Keep Right SignLeft lane hogs were back in the news again this week. The CTV Vancouver news story that I watched complained that drivers were not being held to account by police for failing to move out of the left lane and letting other drivers pass. The report claims that based on ticket numbers reported by ICBC the number of drivers ticketed for failing to keep right fell from 799 in 2016 to 699 in 2018.

Overhead views of traffic taken from a helicopter showed vehicles in the left lane moving at the speed of surrounding traffic being overtaken and not moving to the right. There was no indication of how fast these vehicles were actually moving or what the speed limit was.

Special mention was made of one driver who followed along at a dangerously close position in the hope of bulldozing the vehicle in front out of the way.

Prior to the most recent changes to the Motor Vehicle Act police relied on section 150 (2) of the Motor Vehicle Act when drivers failed to keep right for slower traffic.

According to information furnished by ICBC, drivers are very seldom charged under this section with numbers ranging from a high of 24 in 2015 to a low of 11 in 2017.

Enacted in 2015, section 151.1 clarified the use of the "leftmost lane" by slower traffic. This section also seems to be rarely used, with a high of 150 in 2016 and a low of 90 in 2017.

Depending on the situation, either section may be used to penalize a driver today.

Judging by the numbers in the news story, it appears that what was being quoted were tickets issued under section 150(1) MVA which deals with a driver's duty to keep to the right side of the roadway in general, rather than for not moving out of the way for faster vehicles specifically.

The opinions expressed in the story and encountered over my policing experience are interesting. The one that caused me the most difficulty was that of the traffic court justice I regularly appeared in front of who told me in no uncertain terms that no conviction would ever result under section 150(2) if the driver in the left lane was traveling at the speed limit.

I never tested it as those drivers were few and far between. What I saw most often was the bulldozer trying to exceed the speed limit. I considered it to be the more dangerous behaviour and that is what I wrote.

This might be a view shared by many traffic enforcement officers as tickets for following too closely ranged from 2,500 in 2014 to 2,000 in 2017.

Odd that our legislature would enact a law that facilitates the disobedience of speed limits...

Link:

Comments

General Poor Standard

The reality of this law is that when you have streams of traffic all doing the same and the curb lane being open the only alternative to pass is on the right. Why is this? Maybe it’s the driving instruction? -With many driving instructors saying the danger will come from the right so stay in the centre lanes- regardless.

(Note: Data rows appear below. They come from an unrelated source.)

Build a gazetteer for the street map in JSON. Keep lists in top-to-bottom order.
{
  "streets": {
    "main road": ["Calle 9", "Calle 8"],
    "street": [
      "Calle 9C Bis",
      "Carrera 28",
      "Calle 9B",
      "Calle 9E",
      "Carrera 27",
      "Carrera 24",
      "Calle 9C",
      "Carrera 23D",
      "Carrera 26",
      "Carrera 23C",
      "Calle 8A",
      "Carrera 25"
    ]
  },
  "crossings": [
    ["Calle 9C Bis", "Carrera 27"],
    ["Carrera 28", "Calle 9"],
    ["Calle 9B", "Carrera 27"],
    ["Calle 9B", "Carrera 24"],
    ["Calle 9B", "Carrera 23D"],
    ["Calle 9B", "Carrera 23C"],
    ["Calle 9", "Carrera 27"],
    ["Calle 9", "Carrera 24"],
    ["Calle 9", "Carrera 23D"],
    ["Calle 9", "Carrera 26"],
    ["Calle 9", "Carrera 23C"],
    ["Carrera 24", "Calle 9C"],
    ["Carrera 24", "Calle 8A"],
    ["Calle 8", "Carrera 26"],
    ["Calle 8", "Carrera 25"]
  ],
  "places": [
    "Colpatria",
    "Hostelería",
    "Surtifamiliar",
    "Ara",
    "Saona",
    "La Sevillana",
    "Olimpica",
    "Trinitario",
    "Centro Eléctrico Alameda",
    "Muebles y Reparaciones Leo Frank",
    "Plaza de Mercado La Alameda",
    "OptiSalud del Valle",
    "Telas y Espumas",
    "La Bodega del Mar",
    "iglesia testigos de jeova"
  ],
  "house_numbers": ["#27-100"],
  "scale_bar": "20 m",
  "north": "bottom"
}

It all comes down to the general poor standard and inconsiderate nature of BC (especially lower mainland) drivers.

Case in point. I recently spent time in Europe. The ‘bulldozer’ you refer to does a great job there of clearing the passing lane. Why? Because drivers see them coming in there mirrors... fancy that... using mirrors, and move before it gets to tail gating. Here you could sit behind someone from Chilliwack to Vancouver and they’d dig their heels in and say “ I’m doing the speed limit so I’m not the problem crowd”. WRONG!

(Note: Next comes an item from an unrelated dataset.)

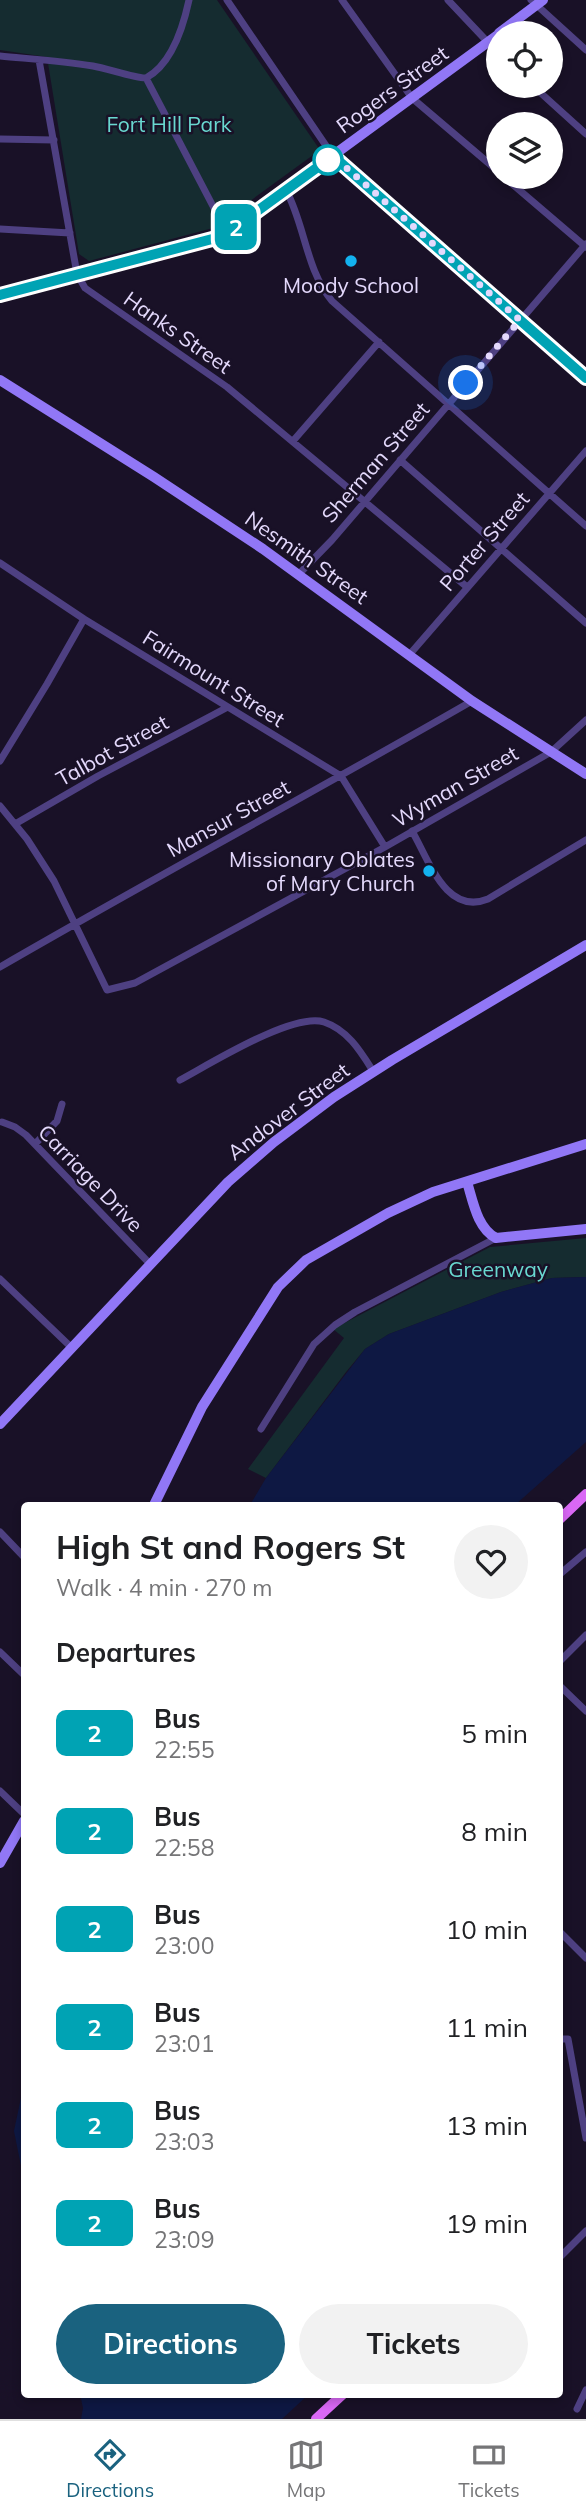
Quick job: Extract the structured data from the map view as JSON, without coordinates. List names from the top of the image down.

Drivers here think it’s their personal piece of black stuff and won’t move until they see fit. These are the same drivers who don’t yield to emergency vehicles and pull to the curb. The same drivers that blow by police who have stopped on the side of the road with lights on. These are the drivers who don’t see their actions as being the issue because- it’s ‘their’ lane and they aren’t speeding.

Or even worse- the drivers who are speeding, but the speed the car behind is doing, or wants to do, isn’t okay with them so they won’t move over as its just going “too quick”.

Across Europe, Australasia and often in the US, those who chose to speed can feel free, until they are caught by the next guy and then they move. As everyone in their path moves out of the passing lane as they know and subscribe to the same rules- it’s the cops that catch speeders. Not the rolling road block of inconsiderate commuters.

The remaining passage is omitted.